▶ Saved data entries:
[Start of Attachment]

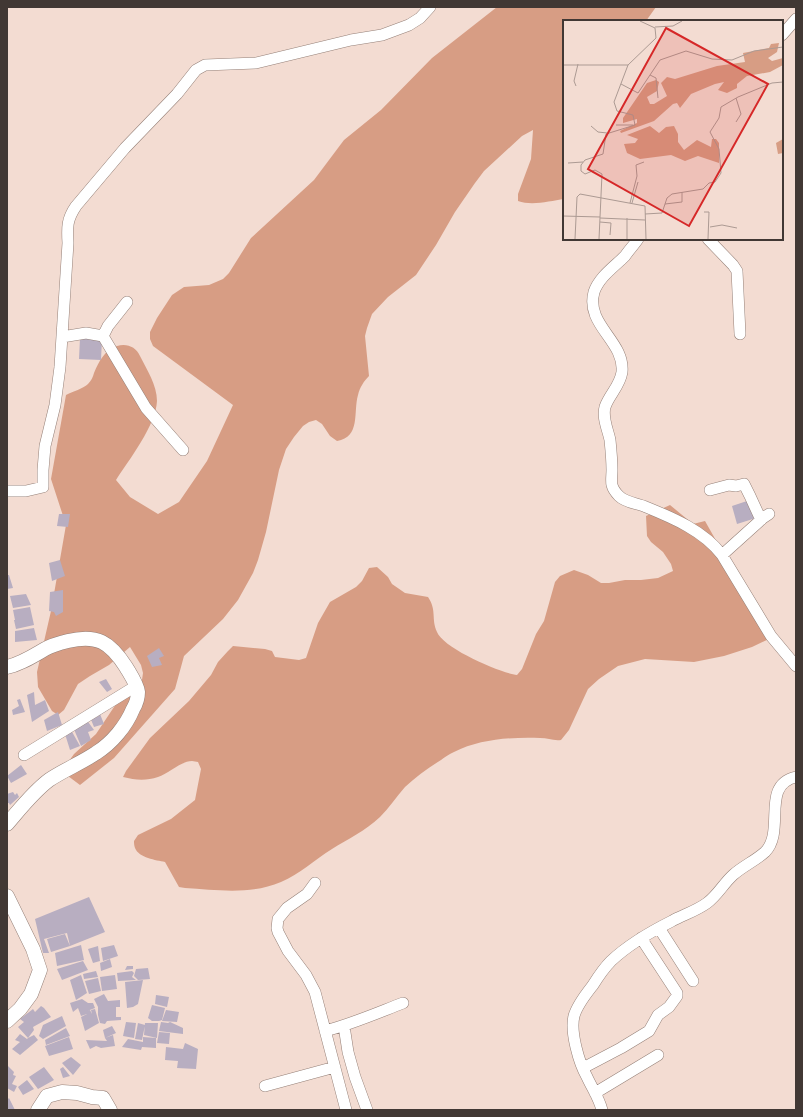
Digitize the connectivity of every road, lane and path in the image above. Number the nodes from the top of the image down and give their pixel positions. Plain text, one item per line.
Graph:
1 (430, 7) edge
2 (796, 19) edge
3 (783, 34) edge
4 (637, 240) edge
5 (709, 240) edge
6 (127, 302) dead end
7 (740, 334) dead end
8 (103, 336) junction
9 (62, 337) junction
10 (182, 450) dead end
11 (710, 490) dead end
12 (7, 491) edge
13 (722, 555) junction
14 (796, 666) edge
15 (7, 667) edge
16 (136, 686) junction
17 (24, 755) dead end
18 (796, 777) edge
19 (7, 824) edge
20 (315, 883) dead end
21 (8, 899) edge
22 (659, 928) junction
23 (641, 938) junction
24 (693, 981) dead end
25 (403, 1003) dead end
26 (7, 1021) edge
27 (344, 1026) junction
28 (325, 1031) junction
29 (658, 1056) dead end
30 (335, 1067) junction
31 (583, 1068) junction
32 (265, 1086) dead end
33 (595, 1093) junction
34 (38, 1110) edge
35 (110, 1110) edge
36 (346, 1110) edge
37 (366, 1110) edge
38 (602, 1110) edge

1 - 9 street
2 - 3 street
4 - 13 street
5 - 7 street
6 - 8 street
8 - 9 street
8 - 10 street
9 - 12 street
11 - 13 street
13 - 14 street
15 - 16 main road
16 - 17 street
16 - 19 main road
18 - 22 street
20 - 28 street
21 - 26 main road
22 - 23 street
22 - 24 street
23 - 31 street
23 - 31 street
25 - 27 street
27 - 28 street
27 - 37 street
28 - 30 street
29 - 33 street
30 - 32 street
30 - 36 street
31 - 33 street
33 - 38 street
34 - 35 main road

[End of Attachment]

▶ Task objective: Skip the images and restate each record above word for word.

▶ Result for this exercise:
Digitize the connectivity of every road, lane and path in the image above. Number the nodes from the top of the image down and give their pixel positions. Plain text, one item per line.
Graph:
1 (430, 7) edge
2 (796, 19) edge
3 (783, 34) edge
4 (637, 240) edge
5 (709, 240) edge
6 (127, 302) dead end
7 (740, 334) dead end
8 (103, 336) junction
9 (62, 337) junction
10 (182, 450) dead end
11 (710, 490) dead end
12 (7, 491) edge
13 (722, 555) junction
14 (796, 666) edge
15 (7, 667) edge
16 (136, 686) junction
17 (24, 755) dead end
18 (796, 777) edge
19 (7, 824) edge
20 (315, 883) dead end
21 (8, 899) edge
22 (659, 928) junction
23 (641, 938) junction
24 (693, 981) dead end
25 (403, 1003) dead end
26 (7, 1021) edge
27 (344, 1026) junction
28 (325, 1031) junction
29 (658, 1056) dead end
30 (335, 1067) junction
31 (583, 1068) junction
32 (265, 1086) dead end
33 (595, 1093) junction
34 (38, 1110) edge
35 (110, 1110) edge
36 (346, 1110) edge
37 (366, 1110) edge
38 (602, 1110) edge

1 - 9 street
2 - 3 street
4 - 13 street
5 - 7 street
6 - 8 street
8 - 9 street
8 - 10 street
9 - 12 street
11 - 13 street
13 - 14 street
15 - 16 main road
16 - 17 street
16 - 19 main road
18 - 22 street
20 - 28 street
21 - 26 main road
22 - 23 street
22 - 24 street
23 - 31 street
23 - 31 street
25 - 27 street
27 - 28 street
27 - 37 street
28 - 30 street
29 - 33 street
30 - 32 street
30 - 36 street
31 - 33 street
33 - 38 street
34 - 35 main road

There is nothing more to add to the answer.